In the central nervous system, SRIs inhibit reuptake of serotonin through the serotonin transporter (SERT) in the presynaptic neuron, resulting in increased synaptic serotonin concentrations (Anderson et al. 2002). Although SERT expression has also been shown in lymphocytes (Faraj et al. 1994; Fazzino et al. 2008), it is doubted that the immunosuppressive effects of SRIs are mediated through the serotonergic system (Cloonan et al. 2010; Diamond et al. 2006). On the other hand, it has been suggested that the immunological effects of SRIs are due to induced changes in several signaling pathways.
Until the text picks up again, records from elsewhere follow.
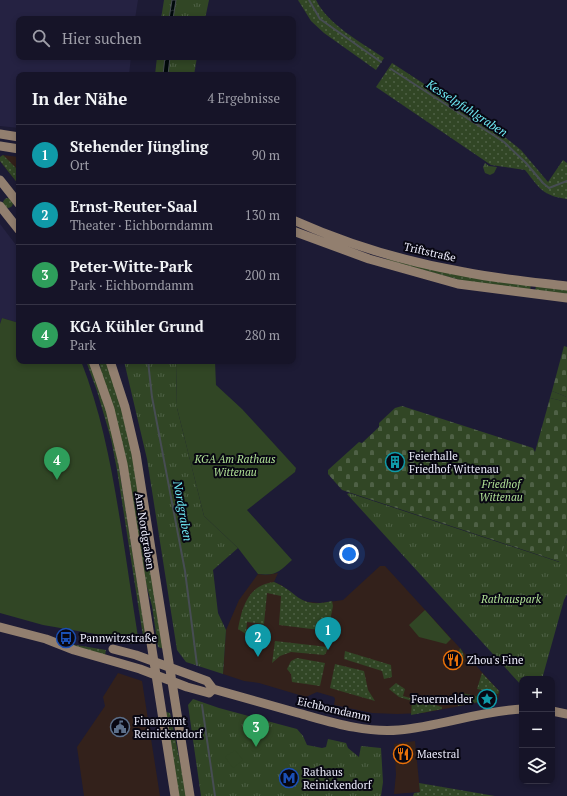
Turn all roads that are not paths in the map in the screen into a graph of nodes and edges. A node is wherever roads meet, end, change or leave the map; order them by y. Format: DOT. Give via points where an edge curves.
graph roads {
  1 [pos="0,134"];
  2 [pos="16,137"];
  3 [pos="0,146"];
  4 [pos="16,149"];
  5 [pos="1,183"];
  6 [pos="16,200"];
  7 [pos="0,206"];
  8 [pos="296,221"];
  9 [pos="16,226"];
  10 [pos="296,232"];
  11 [pos="567,286"];
  12 [pos="567,298"];
  13 [pos="94,364"];
  14 [pos="111,364"];
  15 [pos="0,627"];
  16 [pos="113,649"];
  17 [pos="154,662"];
  18 [pos="170,668"];
  19 [pos="156,675"];
  20 [pos="172,681"];
  21 [pos="213,689"];
  22 [pos="176,706"];
  23 [pos="161,709"];
  24 [pos="519,709"];
  25 [pos="555,712"];
  26 [pos="567,714"];
  27 [pos="174,796"];
  28 [pos="190,796"];
  1 -- 2 [label="main road"];
  3 -- 4 [label="main road"];
  5 -- 6 [label="main road"];
  7 -- 9 [label="main road"];
  8 -- 11 [label="main road, Triftstraße" via="383,254 487,276"];
  10 -- 12 [label="main road, Triftstraße" via="361,257 458,284"];
  13 -- 17 [label="main road, Am Nordgraben" via="110,409 123,464"];
  14 -- 18 [label="main road, Am Nordgraben" via="123,399 136,454"];
  15 -- 19 [label="main road, Eichborndamm" via="46,639"];
  16 -- 17 [label="main road, Eichborndamm"];
  17 -- 18 [label="main road, Eichborndamm"];
  17 -- 19 [label="main road, Am Nordgraben"];
  18 -- 20 [label="main road, Am Nordgraben"];
  18 -- 21 [label="main road, Eichborndamm" via="207,681"];
  19 -- 20 [label="main road, Eichborndamm"];
  19 -- 23 [label="main road, Am Nordgraben"];
  20 -- 21 [label="main road, Eichborndamm" via="209,693"];
  20 -- 22 [label="main road, Am Nordgraben"];
  21 -- 24 [label="main road, Eichborndamm" via="350,727 375,730 410,729"];
  22 -- 23 [label="main road"];
  22 -- 28 [label="main road, Am Nordgraben"];
  23 -- 27 [label="main road, Am Nordgraben"];
  25 -- 26 [label="main road"];
}
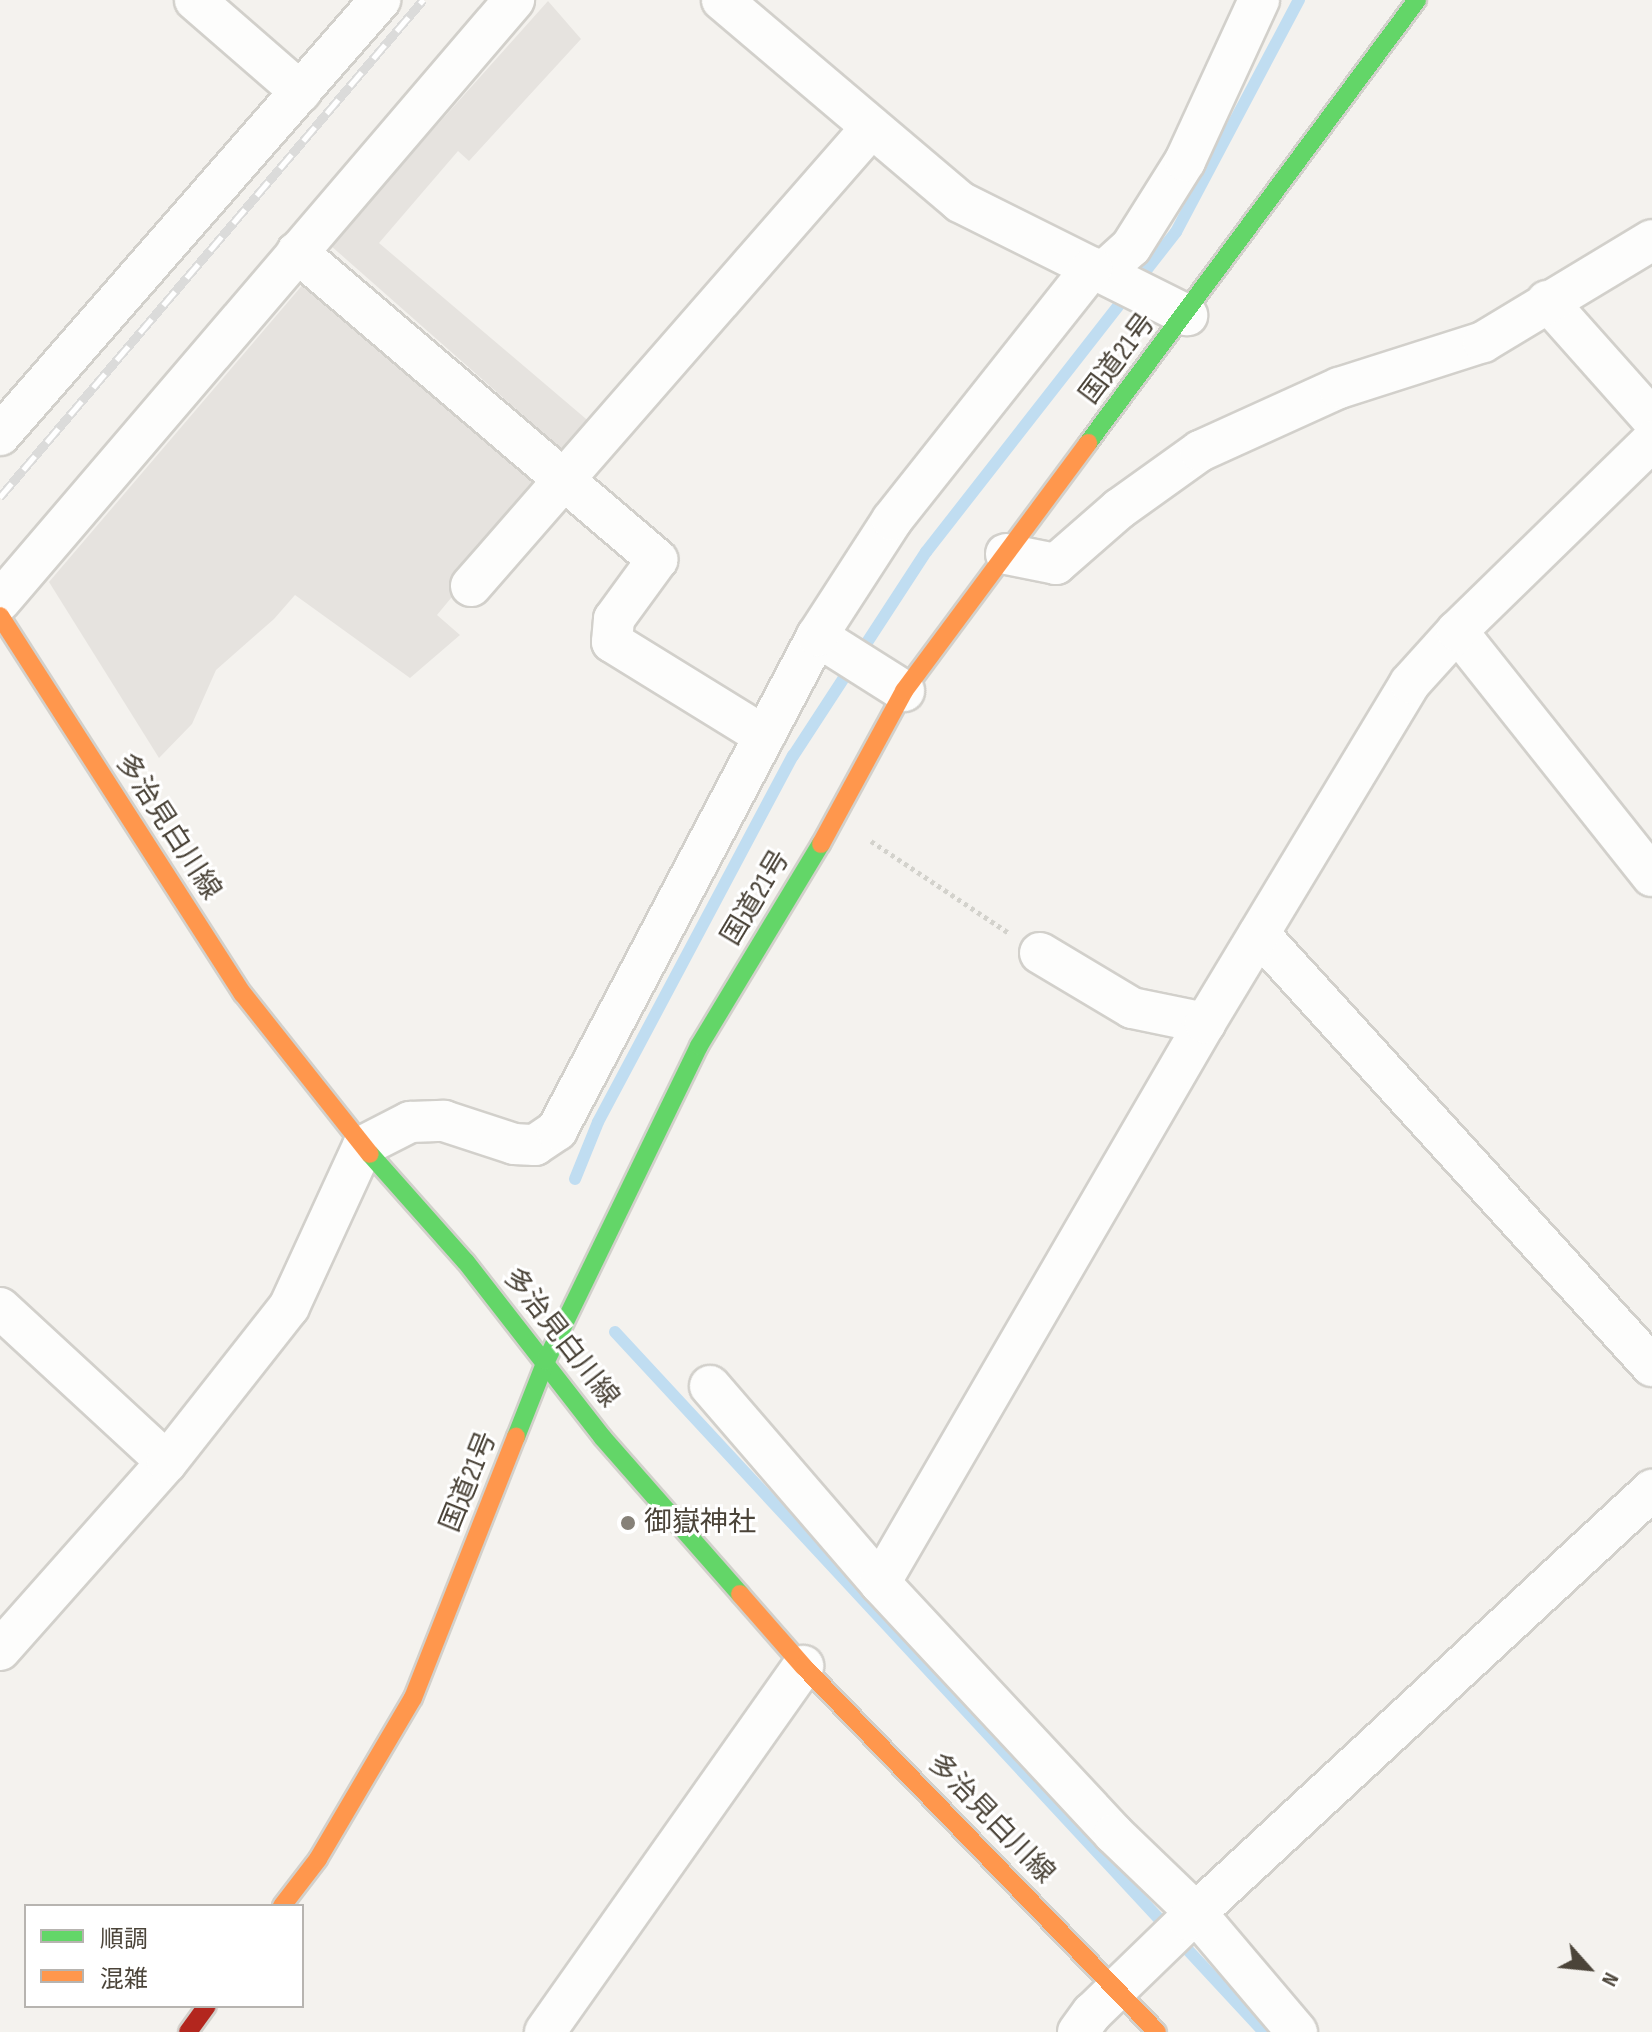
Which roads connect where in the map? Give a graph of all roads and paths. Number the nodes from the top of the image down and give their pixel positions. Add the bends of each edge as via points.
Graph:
1 (195, 0) edge
2 (380, 0) edge
3 (514, 0) edge
4 (722, 0) edge
5 (1259, 0) edge
6 (1417, 0) edge
7 (301, 92) junction
8 (871, 128) junction
9 (1652, 240) edge
10 (297, 252) junction
11 (1097, 271) junction
12 (1547, 301) junction
13 (1187, 315) junction
14 (1652, 419) edge
15 (0, 435) edge
16 (1652, 441) edge
17 (562, 480) junction
18 (1006, 554) junction
19 (471, 586) dead end
20 (0, 601) edge
21 (0, 616) edge
22 (1457, 631) junction
23 (817, 636) junction
24 (904, 691) junction
25 (764, 736) junction
26 (836, 819) junction
27 (1652, 876) edge
28 (1259, 934) junction
29 (1040, 953) joint
30 (1205, 1023) junction
31 (363, 1146) junction
32 (0, 1308) edge
33 (546, 1361) junction
34 (1652, 1366) edge
35 (710, 1386) dead end
36 (167, 1462) junction
37 (1652, 1490) edge
38 (880, 1583) junction
39 (0, 1650) edge
40 (803, 1666) junction
41 (284, 1904) edge
42 (1192, 1916) junction
43 (1117, 1989) junction
44 (206, 2008) edge
45 (188, 2032) edge
46 (545, 2032) edge
47 (1078, 2032) edge
48 (1157, 2032) edge
49 (1297, 2032) edge

1 - 7 street
2 - 7 street
3 - 10 street
4 - 8 street
5 - 11 street via 1185,161 1131,247
6 - 13 main road, 国道21号
7 - 15 street
8 - 11 street via 960,202
8 - 17 street
9 - 12 street
10 - 17 street
10 - 20 street
11 - 13 street
11 - 23 street via 892,520
12 - 14 street
12 - 18 street via 1483,342 1339,388 1200,451 1119,509 1056,564
13 - 18 main road, 国道21号
16 - 22 street
17 - 19 street
17 - 25 street via 657,560 614,619 612,642
18 - 24 main road, 国道21号
21 - 31 main road, 多治見白川線 via 243,994
22 - 27 street
22 - 28 street via 1410,683
23 - 24 street
23 - 25 street
24 - 26 main road, 国道21号
25 - 31 street via 557,1130 535,1145 514,1144 444,1121 410,1122
26 - 29 path
26 - 33 main road, 国道21号 via 699,1046
28 - 30 street
28 - 34 street
29 - 30 street via 1132,1008
30 - 38 street
31 - 33 main road, 多治見白川線
31 - 36 street via 289,1307
32 - 36 street
33 - 40 main road, 多治見白川線 via 603,1438
33 - 41 main road, 国道21号 via 413,1698 318,1859
35 - 38 street
36 - 39 street
37 - 42 street
38 - 42 street
40 - 43 main road, 多治見白川線
40 - 46 street
42 - 43 street
42 - 49 street
43 - 47 street
43 - 48 main road, 多治見白川線
44 - 45 main road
SRIs have been demonstrated to interfere with the activation of the cAMP-dependent protein kinase A (PKA) pathway and the activation of protein kinase C (PKC), as well as with the influx of Ca2+ (Maes et al. 2005; Edgar et al. 1998; Edgar et al. 1999; Kenis et al. 2003). Furthermore, SRI-mediated induction of apoptosis was accompanied by activation of the MAPK signaling pathway and downregulation of the anti-apoptotic factor bcl-2 (Taler et al. 2008). Finally, it has been suggested that triggering of SERT itself can induce changes in downstream signaling pathways (Serafeim et al. 2002), thus linking the known affinity of SRIs for SERT with the observed changes in signaling pathways. However, the exact mechanism through which SRIs induce immunosuppression requires further investigation.
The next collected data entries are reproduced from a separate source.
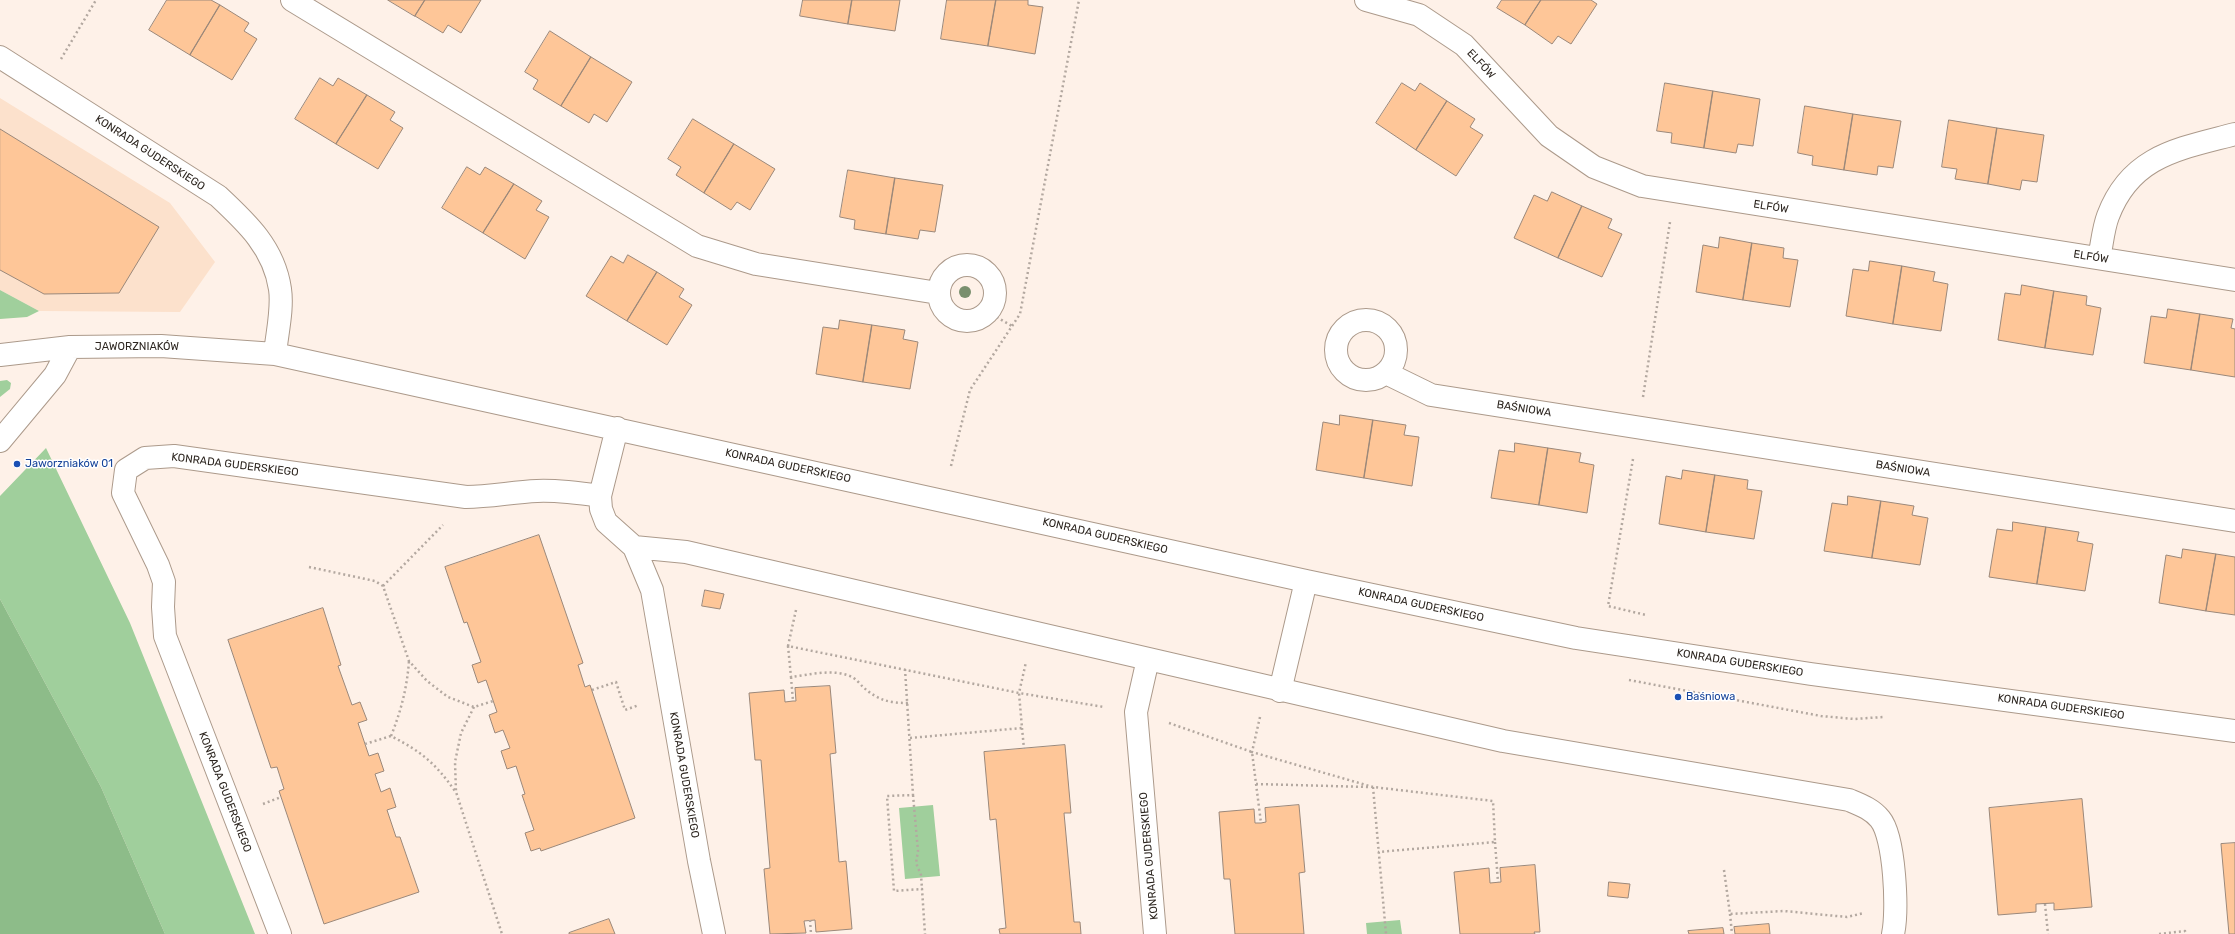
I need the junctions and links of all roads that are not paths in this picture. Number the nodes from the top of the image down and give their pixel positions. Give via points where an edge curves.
1 (292, 0) edge
2 (1366, 0) edge
3 (0, 57) edge
4 (2235, 134) edge
5 (2099, 258) junction
6 (2235, 280) edge
7 (938, 293) junction
8 (70, 348) junction
9 (0, 354) edge
10 (275, 354) junction
11 (1386, 373) dead end
12 (616, 428) junction
13 (0, 441) edge
14 (600, 496) junction
15 (2235, 521) edge
16 (634, 546) junction
17 (1306, 581) junction
18 (1148, 659) junction
19 (1280, 691) junction
20 (2235, 731) edge
21 (280, 934) edge
22 (714, 934) edge
23 (1155, 934) edge
24 (1893, 934) edge

1 - 7 street via 697,246 756,264
2 - 5 street, ELFÓW via 1419,15 1464,45 1549,136 1594,167 1642,186
3 - 10 street, KONRADA GUDERSKIEGO via 218,196 244,219 260,238 274,264 280,290
4 - 5 street via 2176,150 2146,164 2124,186 2108,217
5 - 6 street, ELFÓW
7 - 7 street via 939,284 950,270 959,266 976,266 984,270 994,286 993,304 988,312 971,321 952,317 944,311
8 - 9 street, JAWORZNIAKÓW
8 - 10 street, JAWORZNIAKÓW via 161,346
8 - 13 street via 55,375
10 - 12 street, KONRADA GUDERSKIEGO
11 - 15 street, BAŚNIOWA via 1431,395
12 - 14 street, KONRADA GUDERSKIEGO
12 - 17 street, KONRADA GUDERSKIEGO
14 - 16 street, KONRADA GUDERSKIEGO via 600,509 606,522
14 - 21 street, KONRADA GUDERSKIEGO via 538,491 491,497 466,497 174,456 145,458 126,470 123,494 164,582 165,636
16 - 18 street via 686,552
16 - 22 street, KONRADA GUDERSKIEGO via 652,590
17 - 19 street
17 - 20 street, KONRADA GUDERSKIEGO via 1576,638 1812,674
18 - 19 street
18 - 23 street, KONRADA GUDERSKIEGO via 1136,712
19 - 24 street via 1503,741 1849,800 1867,807 1881,820 1894,858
Our in vitro data indicate that not all SRIs have the same magnitude of effect in lymphocytes. Whereas paroxetine, fluoxetine and sertraline exert immunosuppressive effects at concentrations below 10 μM, fluvoxamine, citalopram and venlafaxine only exert immunosuppressive effects at 50 μM or higher. Since the mechanism through which SRIs induce immunosuppression is not fully understood, it is difficult to interpret differences in SRIs that might explain the observed differences in immunological effects. However, assuming that triggering of SERT is important for the observed effects, the difference in immunological effects might be explained by the different affinity of SRIs for SERT. The three SRIs that exert the strongest immunosuppressive effects (paroxetine, fluoxetine and sertraline), also have the highest affinity for SERT (Kd < 1 nM). The SRIs that show less or no immunosuppressive action, fluvoxamine, citalopram and venlafaxine, have only moderate affinity for SERT (1 nM < Kd < 10 nM) (Tatsumi et al. 1997). Possibly, the lack of effect for venlafaxine might as well be explained by the fact that venlafaxine is a mixed serotonin and noradrenalin reuptake inhibitor, whereas the other tested SRIs are selective for serotonin. In the case of citalopram, it is known that the R-enantiomer induces an allosteric modification in SERT, thereby reducing the binding capacity of the active S-enantiomer escitalopram (Sanchez 2006). Possibly, the lack of immunosuppressive effect seen with the racemic mixture citalopram is due to the presence of the R-enantiomer.

In conclusion, this study shows that fluoxetine can delay and reduce clinical symptoms of experimental GvHD, along with an inhibition of the expansion of alloreactive T cells. Data on T cells from healthy human subjects show that this effect may be attributed to a direct anti-proliferative and pro-apoptotic effect. Given the similar T cell immunosuppressive effects of other SRIs in vitro, the potential application of these compounds in GvHD should be investigated. Together with prior studies in EAE and CIA, our data from a GvHD mouse model support the exploration of the therapeutic value of SRI-induced T cell suppression in GvHD and other immune-mediated disorders. Moreover, the data underscore the need for further research into the potential immunomodulatory effects of the therapeutic use of SRIs in humans.